De acordo com dados do hospital, o número de crianças operadas passou de quatro em 2021 para 27 em 2024. O HCM integra, junto com o Hospital de Base (HB), o complexo Funfarme, referência nacional no diagnóstico e tratamento clínico e cirúrgico da epilepsia em adultos e crianças.
A epilepsia é caracterizada por crises epilépticas recorrentes, provocadas por descargas elétricas anormais no cérebro. Segundo a coordenadora do Centro de Cirurgia de Epilepsia (CECEP) do Hospital de Base, Dra. Lúcia Helena Neves Marques, as manifestações variam desde episódios breves de ausência até convulsões generalizadas. "Entre os sintomas mais comuns estão convulsões motoras, lapsos de consciência, confusão mental, contrações musculares, quedas súbitas e alterações do comportamento.
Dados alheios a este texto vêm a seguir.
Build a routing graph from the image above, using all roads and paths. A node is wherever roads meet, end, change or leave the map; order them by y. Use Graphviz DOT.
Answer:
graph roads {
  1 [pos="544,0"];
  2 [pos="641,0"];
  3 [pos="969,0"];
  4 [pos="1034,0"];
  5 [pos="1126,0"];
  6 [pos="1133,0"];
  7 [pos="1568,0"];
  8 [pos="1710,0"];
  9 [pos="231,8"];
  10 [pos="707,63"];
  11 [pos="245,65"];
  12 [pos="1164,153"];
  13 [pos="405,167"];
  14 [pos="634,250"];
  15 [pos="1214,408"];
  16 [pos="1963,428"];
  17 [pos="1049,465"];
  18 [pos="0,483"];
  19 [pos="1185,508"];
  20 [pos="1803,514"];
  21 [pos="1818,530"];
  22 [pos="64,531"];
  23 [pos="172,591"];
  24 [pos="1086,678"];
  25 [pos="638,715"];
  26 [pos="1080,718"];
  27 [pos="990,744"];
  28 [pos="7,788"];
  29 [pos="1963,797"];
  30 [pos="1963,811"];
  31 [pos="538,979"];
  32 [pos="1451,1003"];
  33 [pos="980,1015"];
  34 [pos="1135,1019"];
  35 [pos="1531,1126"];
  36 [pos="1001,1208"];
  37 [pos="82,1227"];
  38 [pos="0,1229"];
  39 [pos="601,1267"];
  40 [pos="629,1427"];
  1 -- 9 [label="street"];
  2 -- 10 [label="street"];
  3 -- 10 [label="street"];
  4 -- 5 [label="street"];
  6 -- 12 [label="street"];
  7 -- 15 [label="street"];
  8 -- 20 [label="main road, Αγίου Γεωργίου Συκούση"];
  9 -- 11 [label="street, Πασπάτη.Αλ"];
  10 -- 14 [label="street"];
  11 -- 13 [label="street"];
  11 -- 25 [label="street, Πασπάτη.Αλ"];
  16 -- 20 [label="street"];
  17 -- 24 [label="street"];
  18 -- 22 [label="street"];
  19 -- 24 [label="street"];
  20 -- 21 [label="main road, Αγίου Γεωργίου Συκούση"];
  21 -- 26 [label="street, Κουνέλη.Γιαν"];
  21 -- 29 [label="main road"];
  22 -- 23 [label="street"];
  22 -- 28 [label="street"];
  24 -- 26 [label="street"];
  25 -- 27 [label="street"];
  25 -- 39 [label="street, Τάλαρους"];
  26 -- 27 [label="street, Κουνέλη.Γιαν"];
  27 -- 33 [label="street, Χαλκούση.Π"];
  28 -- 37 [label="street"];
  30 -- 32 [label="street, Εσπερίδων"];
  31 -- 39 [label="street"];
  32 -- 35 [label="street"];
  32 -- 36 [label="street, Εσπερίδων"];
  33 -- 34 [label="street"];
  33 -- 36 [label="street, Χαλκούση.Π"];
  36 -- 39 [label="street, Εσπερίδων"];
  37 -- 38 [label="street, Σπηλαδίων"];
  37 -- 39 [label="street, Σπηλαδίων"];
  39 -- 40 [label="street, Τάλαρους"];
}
São sintomas geralmente abruptos e intermitentes”, explica.
A alta incidência da doença em crianças será um dos temas do 5º Simpósio de Epilepsia, promovido pela Funfarme em parceria com a Famerp (Faculdade de Medicina de Rio Preto), previsto para o mês de maio, em Rio Preto. O evento é considerado um dos maiores do Estado de São Paulo sobre a condição.
Importância de identificar os sintomas
O neurocirurgião pediátrico Dr. Gustavo Botelho Sampaio, do HCM, destaca que reconhecer os sintomas precocemente é fundamental para o sucesso do tratamento. Entre os sinais mais comuns estão perda súbita da consciência, convulsões, olhar fixo, movimentos involuntários repetitivos, confusão mental após a crise, quedas repentinas e sensações estranhas, como formigamento ou alterações visuais e auditivas.
"Qualquer crise sem explicação aparente deve ser investigada. O diagnóstico precoce permite iniciar o tratamento adequado, reduzindo riscos, complicações e o impacto da doença na vida social, escolar e profissional”, afirma o médico.
Os casos são encaminhados ao CECEP, unidade de alta complexidade fundada há 25 anos, que já realizou mais de 1.200 cirurgias de epilepsia e atendeu milhares de pacientes. No centro, os pacientes passam por avaliações detalhadas com vídeo-eletroencefalograma (vídeo EEG) e exames de neuroimagem, como ressonância magnética, PET e SPECT, para localizar a área do cérebro responsável pelas crises.
O CECEP realiza procedimentos considerados dos mais modernos do mundo, incluindo cirurgia ressectiva e neuromodulação, como estimulação do nervo vago e estimulação cerebral profunda. Segundo o neurocirurgião funcional Dr. Carlos Rocha, o objetivo é controlar as crises com o menor risco possível de sequelas. "Todos os procedimentos são cuidadosamente avaliados, inclusive com análise neuropsicológica e psiquiátrica estruturada”, pontua.
A equipe do complexo Funfarme conta com profissionais de diversas especialidades, incluindo neurologia, neurocirurgia, neuropsicologia, neurofisiologia e medicina nuclear. Além disso, cerca de 70% dos pacientes conseguem controlar as crises com medicamentos, enquanto aproximadamente 30% apresentam epilepsia refratária, necessitando avaliação cirúrgica ou neuromodulação.
A prevenção da epilepsia está associada à redução de fatores de risco, como traumatismos cranianos, acidentes de trânsito, infecções do sistema nervoso central, AVC e complicações no parto. "Medidas simples, como uso de capacete, cinto de segurança e acompanhamento médico adequado, ajudam a diminuir a incidência da doença”, reforça Dra. Lúcia Helena.